Depression: We’re Not Being Lazy – The Blurt Foundation

Appearances can be deceptive, especially for those of us who are living with depression. Which is why the ‘lazy’ label can feel like a particularly cruel one. And it’s not just other people who might think we’re being lazy either – it’s often a term we use to beat ourselves up with too; for not doing more, being more.

We Understand That We May Appear Lazy

We understand that at times we may look lazy. We know that we often spend more time in bed than others. We know that we sometimes procrastinate things which seem as though they are really simple to do. We know that we cancel social things more often than other people. We know that it can be hard to meet up with us because we never seem to have the energy to do anything. Our house might become messy and the dishes pile up because we don’t have the energy or motivation to sort it out. From the outside, we can look really lazy, but we’re not. We’re not choosing any of these things, depression is pinning us down and impacting our self-worth, our energy levels and motivation.

We Often Spend A Lot Of Time In Bed

We often spend more time in bed than the average person. This does not mean that we’re lazy. We have an illness which can cause us to be incredibly tired. Depression is also a frightening illness and for many of us, bed becomes the safe place. It can stop us sleeping, or cause us to sleep too much. In the same way that flu can glue us to our bed, depression can do the same. Our bodies need time to rest. Our minds need time to rest. We aren’t being lazy, we are listening to our body.

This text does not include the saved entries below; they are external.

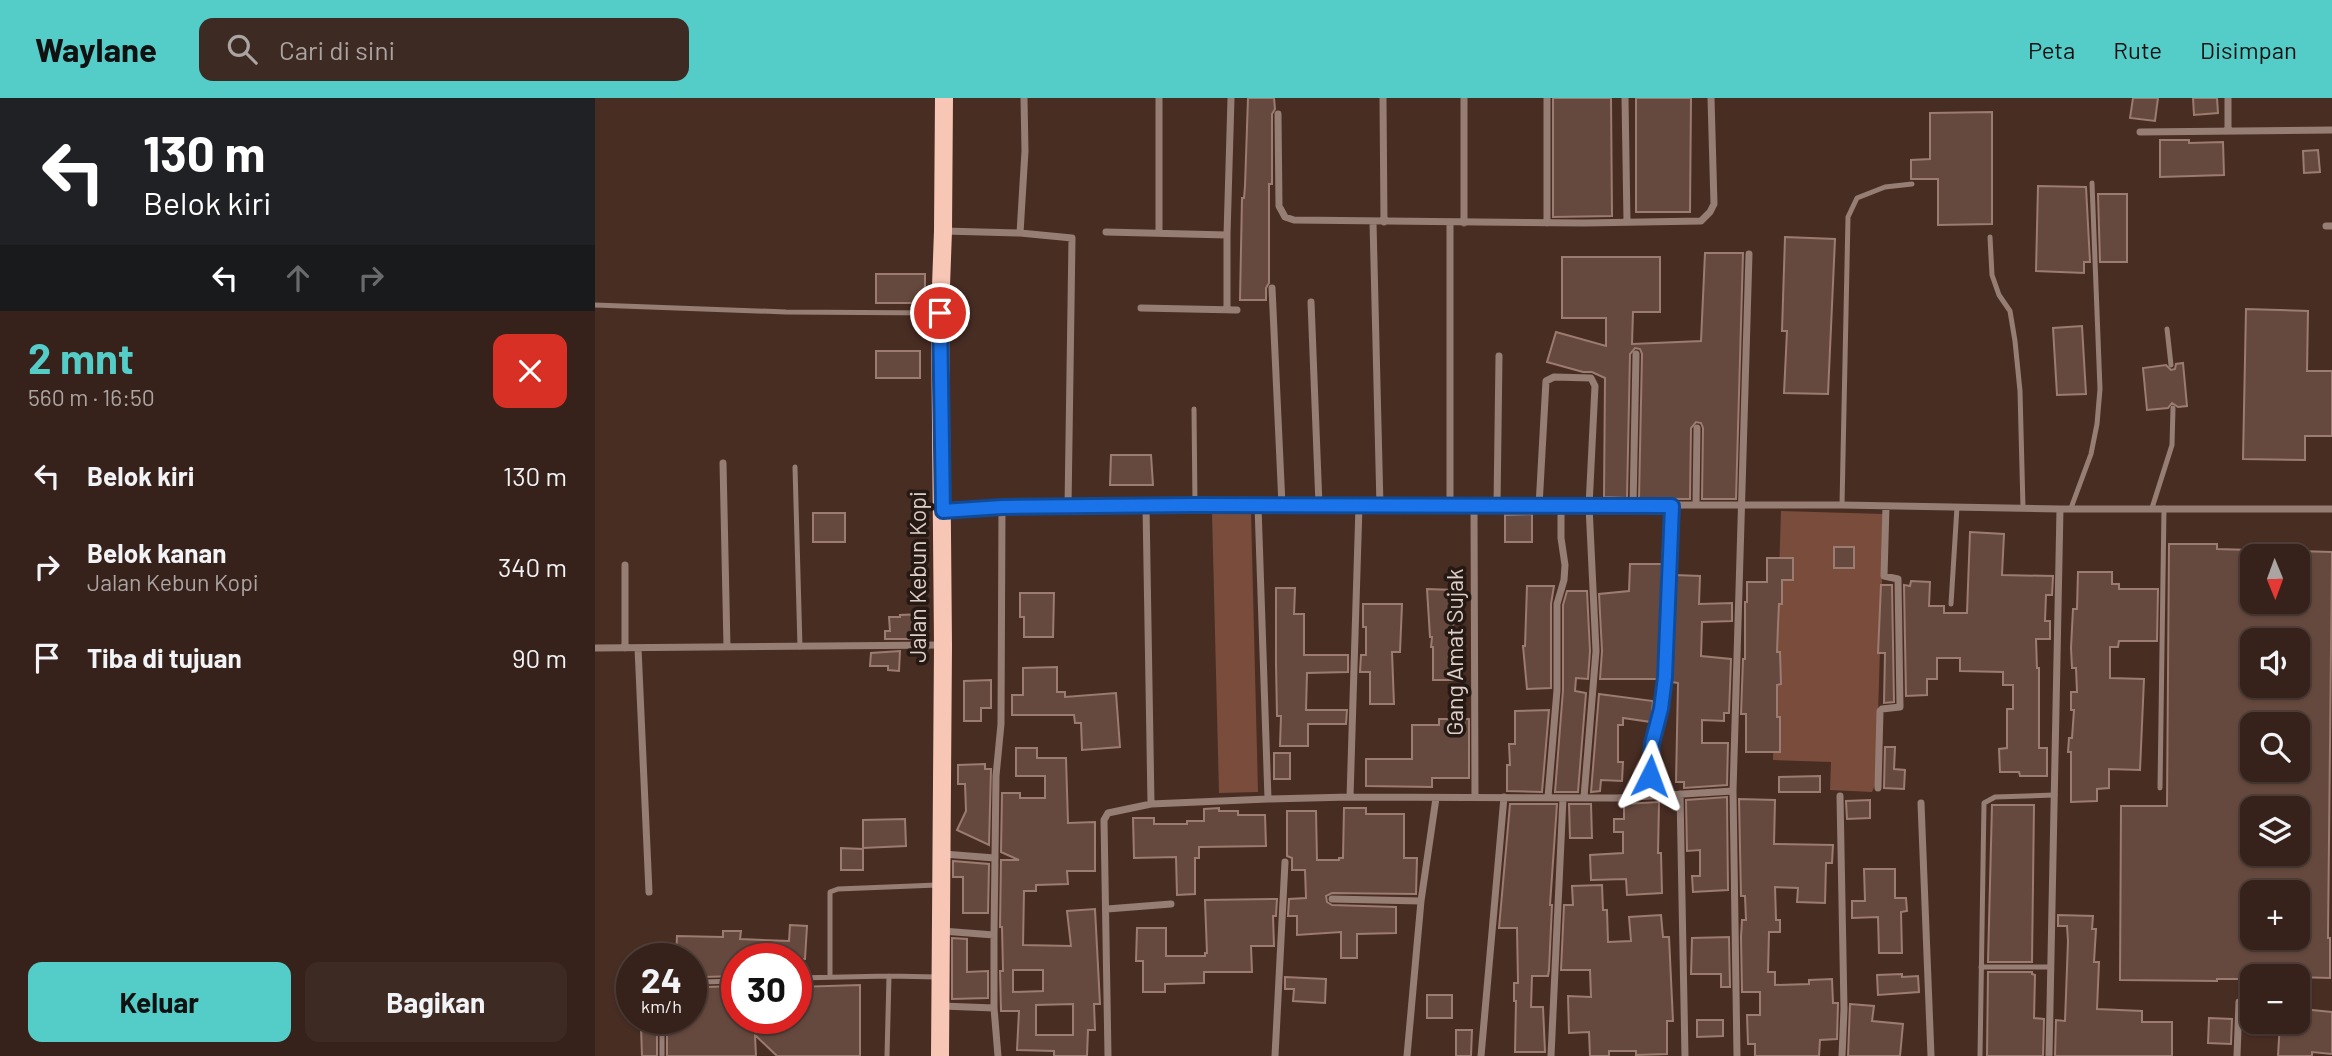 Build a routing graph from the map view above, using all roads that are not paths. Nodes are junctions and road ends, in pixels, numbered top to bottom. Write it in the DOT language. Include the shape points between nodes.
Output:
graph roads {
  1 [pos="944,98"];
  2 [pos="1024,98"];
  3 [pos="1159,98"];
  4 [pos="1231,98"];
  5 [pos="1383,98"];
  6 [pos="1464,98"];
  7 [pos="1547,98"];
  8 [pos="1625,98"];
  9 [pos="1711,98"];
  10 [pos="2228,98"];
  11 [pos="1278,114"];
  12 [pos="2228,130"];
  13 [pos="2332,130"];
  14 [pos="2140,132"];
  15 [pos="2092,183"];
  16 [pos="1912,184"];
  17 [pos="1373,222"];
  18 [pos="1384,222"];
  19 [pos="1627,222"];
  20 [pos="1450,223"];
  21 [pos="1464,223"];
  22 [pos="1547,223"];
  23 [pos="943,231"];
  24 [pos="1106,232"];
  25 [pos="1020,233"];
  26 [pos="1159,233"];
  27 [pos="1227,235"];
  28 [pos="1990,237"];
  29 [pos="1749,254"];
  30 [pos="1272,288"];
  31 [pos="1311,302"];
  32 [pos="595,305"];
  33 [pos="1141,308"];
  34 [pos="1227,310"];
  35 [pos="1237,310"];
  36 [pos="940,313"];
  37 [pos="2167,329"];
  38 [pos="1636,354"];
  39 [pos="1499,356"];
  40 [pos="2171,365"];
  41 [pos="2173,408"];
  42 [pos="1194,409"];
  43 [pos="1697,428"];
  44 [pos="723,463"];
  45 [pos="795,467"];
  46 [pos="1195,505"];
  47 [pos="1282,505"];
  48 [pos="1318,505"];
  49 [pos="1450,505"];
  50 [pos="1497,505"];
  51 [pos="1696,505"];
  52 [pos="1741,505"];
  53 [pos="1842,505"];
  54 [pos="1146,506"];
  55 [pos="1258,506"];
  56 [pos="1359,506"];
  57 [pos="1380,506"];
  58 [pos="1474,506"];
  59 [pos="1539,506"];
  60 [pos="1561,506"];
  61 [pos="1589,506"];
  62 [pos="1633,506"];
  63 [pos="1672,506"];
  64 [pos="1886,506"];
  65 [pos="1002,507"];
  66 [pos="1068,507"];
  67 [pos="1957,508"];
  68 [pos="2023,508"];
  69 [pos="2152,508"];
  70 [pos="2164,508"];
  71 [pos="2060,509"];
  72 [pos="2071,509"];
  73 [pos="2332,509"];
  74 [pos="943,511"];
  75 [pos="625,565"];
  76 [pos="1951,604"];
  77 [pos="943,645"];
  78 [pos="800,647"];
  79 [pos="595,648"];
  80 [pos="625,648"];
  81 [pos="638,648"];
  82 [pos="727,648"];
  83 [pos="1878,788"];
  84 [pos="2160,788"];
  85 [pos="1733,791"];
  86 [pos="1680,794"];
  87 [pos="2055,795"];
  88 [pos="1649,796"];
  89 [pos="1840,796"];
  90 [pos="1350,797"];
  91 [pos="1475,797"];
  92 [pos="1504,797"];
  93 [pos="1548,797"];
  94 [pos="1584,797"];
  95 [pos="1436,798"];
  96 [pos="1563,798"];
  97 [pos="1268,799"];
  98 [pos="1921,803"];
  99 [pos="1151,804"];
  100 [pos="941,854"];
  101 [pos="995,858"];
  102 [pos="1285,862"];
  103 [pos="941,885"];
  104 [pos="649,892"];
  105 [pos="1332,899"];
  106 [pos="1421,901"];
  107 [pos="1171,904"];
  108 [pos="1107,909"];
  109 [pos="940,931"];
  110 [pos="993,934"];
  111 [pos="1981,967"];
  112 [pos="2050,967"];
  113 [pos="889,975"];
  114 [pos="830,977"];
  115 [pos="940,977"];
  116 [pos="812,978"];
  117 [pos="2239,1002"];
  118 [pos="940,1006"];
  119 [pos="994,1008"];
  120 [pos="662,1034"];
  121 [pos="662,1056"];
  122 [pos="887,1056"];
  123 [pos="940,1056"];
  124 [pos="998,1056"];
  125 [pos="1108,1056"];
  126 [pos="1275,1056"];
  127 [pos="1407,1056"];
  128 [pos="1481,1056"];
  129 [pos="1551,1056"];
  130 [pos="1685,1056"];
  131 [pos="1737,1056"];
  132 [pos="1842,1056"];
  133 [pos="1931,1056"];
  134 [pos="1980,1056"];
  135 [pos="2049,1056"];
  136 [pos="2237,1056"];
  1 -- 23 [label="main road, Jalan Kebun Kopi"];
  2 -- 25 [label="street"];
  3 -- 26 [label="street"];
  4 -- 27 [label="street"];
  5 -- 18 [label="street"];
  6 -- 21 [label="street"];
  7 -- 22 [label="street"];
  8 -- 19 [label="street"];
  9 -- 19 [label="street" via="1714,204 1710,212 1701,221"];
  10 -- 12 [label="street"];
  11 -- 17 [label="street" via="1279,206 1285,217"];
  12 -- 13 [label="street"];
  12 -- 14 [label="street"];
  15 -- 72 [label="lane" via="2099,401 2091,454"];
  16 -- 53 [label="lane" via="1885,187 1857,198 1848,217"];
  17 -- 18 [label="street"];
  17 -- 57 [label="street"];
  18 -- 20 [label="street"];
  19 -- 22 [label="street"];
  20 -- 21 [label="street"];
  20 -- 49 [label="street"];
  21 -- 22 [label="street"];
  23 -- 25 [label="street"];
  23 -- 36 [label="main road, Jalan Kebun Kopi"];
  24 -- 26 [label="street"];
  25 -- 66 [label="street" via="1073,240"];
  26 -- 27 [label="street"];
  27 -- 34 [label="street"];
  28 -- 68 [label="lane" via="1992,275 2010,311 2015,341"];
  29 -- 52 [label="street"];
  30 -- 47 [label="street"];
  31 -- 48 [label="street"];
  32 -- 36 [label="lane"];
  33 -- 34 [label="street"];
  34 -- 35 [label="street"];
  36 -- 74 [label="main road, Jalan Kebun Kopi"];
  37 -- 40 [label="lane"];
  38 -- 62 [label="street"];
  39 -- 50 [label="street"];
  41 -- 69 [label="lane" via="2172,445"];
  42 -- 46 [label="lane"];
  43 -- 51 [label="street"];
  44 -- 82 [label="street"];
  45 -- 78 [label="lane"];
  46 -- 54 [label="street"];
  46 -- 55 [label="street"];
  47 -- 48 [label="street"];
  47 -- 55 [label="street"];
  48 -- 56 [label="street"];
  49 -- 57 [label="street"];
  49 -- 58 [label="street"];
  50 -- 58 [label="street"];
  50 -- 59 [label="street"];
  51 -- 52 [label="street"];
  51 -- 63 [label="street"];
  52 -- 53 [label="street"];
  52 -- 85 [label="street"];
  53 -- 64 [label="street"];
  54 -- 66 [label="street"];
  54 -- 99 [label="street"];
  55 -- 97 [label="street"];
  56 -- 57 [label="street"];
  56 -- 90 [label="street"];
  58 -- 91 [label="street, Gang Amat Sujak"];
  59 -- 60 [label="street"];
  59 -- 61 [label="street" via="1545,386 1549,379 1560,377 1591,378 1594,383"];
  60 -- 61 [label="street"];
  60 -- 93 [label="street" via="1565,580 1557,604 1557,690"];
  61 -- 62 [label="street"];
  61 -- 94 [label="street" via="1596,651"];
  62 -- 63 [label="street"];
  63 -- 88 [label="street" via="1665,677 1652,743"];
  64 -- 67 [label="street"];
  64 -- 83 [label="street" via="1884,576 1898,579 1900,707 1880,711"];
  65 -- 66 [label="street"];
  65 -- 74 [label="street"];
  65 -- 101 [label="street"];
  67 -- 68 [label="street"];
  67 -- 76 [label="lane"];
  68 -- 71 [label="street"];
  69 -- 70 [label="street"];
  69 -- 72 [label="street"];
  70 -- 73 [label="street"];
  70 -- 84 [label="lane"];
  71 -- 72 [label="street"];
  71 -- 87 [label="street"];
  74 -- 77 [label="main road, Jalan Kebun Kopi"];
  75 -- 80 [label="street"];
  77 -- 78 [label="street"];
  77 -- 100 [label="main road, Jalan Kebun Kopi"];
  78 -- 82 [label="street"];
  79 -- 80 [label="street"];
  80 -- 81 [label="street"];
  81 -- 82 [label="street"];
  81 -- 104 [label="street"];
  85 -- 86 [label="street"];
  85 -- 131 [label="street"];
  86 -- 88 [label="street"];
  86 -- 130 [label="street"];
  87 -- 111 [label="lane" via="1995,797 1984,803"];
  87 -- 112 [label="street"];
  88 -- 94 [label="street"];
  89 -- 132 [label="street"];
  90 -- 95 [label="street"];
  90 -- 97 [label="street"];
  91 -- 92 [label="street"];
  91 -- 95 [label="street"];
  92 -- 93 [label="street"];
  92 -- 128 [label="street"];
  93 -- 96 [label="street"];
  94 -- 96 [label="street"];
  95 -- 106 [label="street"];
  96 -- 129 [label="street"];
  97 -- 99 [label="street"];
  98 -- 133 [label="street"];
  99 -- 108 [label="street" via="1104,816"];
  100 -- 101 [label="street"];
  100 -- 103 [label="main road, Jalan Kebun Kopi"];
  101 -- 110 [label="street"];
  102 -- 126 [label="street"];
  103 -- 109 [label="main road, Jalan Kebun Kopi"];
  103 -- 114 [label="lane" via="830,892"];
  105 -- 106 [label="street"];
  106 -- 127 [label="street"];
  107 -- 108 [label="street"];
  108 -- 125 [label="street"];
  109 -- 110 [label="street"];
  109 -- 115 [label="main road, Jalan Kebun Kopi"];
  110 -- 119 [label="street"];
  111 -- 112 [label="lane"];
  111 -- 134 [label="lane"];
  112 -- 135 [label="street"];
  113 -- 114 [label="lane"];
  113 -- 115 [label="lane"];
  113 -- 122 [label="lane"];
  114 -- 116 [label="lane"];
  115 -- 118 [label="main road, Jalan Kebun Kopi"];
  117 -- 136 [label="street"];
  118 -- 119 [label="street"];
  118 -- 123 [label="main road, Jalan Kebun Kopi"];
  119 -- 124 [label="street"];
  120 -- 121 [label="lane"];
}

Everything Gets Slowed Down

Depression can cause everything to go into slow motion. People often explain depression as a ‘numb-ness’, as though we’re ‘walking through treacle’. We may walk slowly, talk slowly and think slowly. It can take us a lot more time to do things than it takes other people. We aren’t being lazy if we don’t manage to pack as much into our day as other people do. It’s just that everything we do takes longer, as we fight the self-doubt and the lack of energy, and there are only so many hours in the day.

We Procrastinate

We often procrastinate tasks. It’s not because we don’t want to do them. It’s not because we’re lazy. Completing the basic things we need to do to keep functioning, can make us so tired that we struggle for the energy needed to do much else. We know that we have things to do. We want to do them. But we are exhausted so we keep putting them off. We also doubt our ability to do the things we used to be able to do, everything feels harder and our confidence is often at an all time low. We don’t want to make mistakes as they play into the negative thoughts and feelings of worthlessness and helplessness, and so sometimes, it’s easier to avoid the task, rather than muck it up.

We Feel Useless

We feel useless. We feel as though whatever we do will not be good enough, so we end up not doing anything. We are crippled by the fear of failure and inadequacy. We would rather do nothing than do something badly. We are not lazy. We have such low self-esteem that we feel that anything we do will be rubbish. So doing anything can feel pointless and impossible.

We Are Fighting

Every minute of every day we are fighting ourselves; the relentless intrusive thoughts, the lack of energy, the lack of interest. This is before we ‘do’ anything. That’s before we even get as far as making breakfast or leaving the house. This means that even basic tasks take a huge amount of energy. So, we might not get as much done as others do, or it might take us longer to do things. We are not lazy, we are fighting for our lives while trying to function and keep everything ticking along.

We Are Not Alone

We are not alone in feeling this way, other people do too. We need to try and be kind to ourselves, and patient with ourselves. We are not lazy, we are fighting. We are doing our best and we’re giving all we have to give.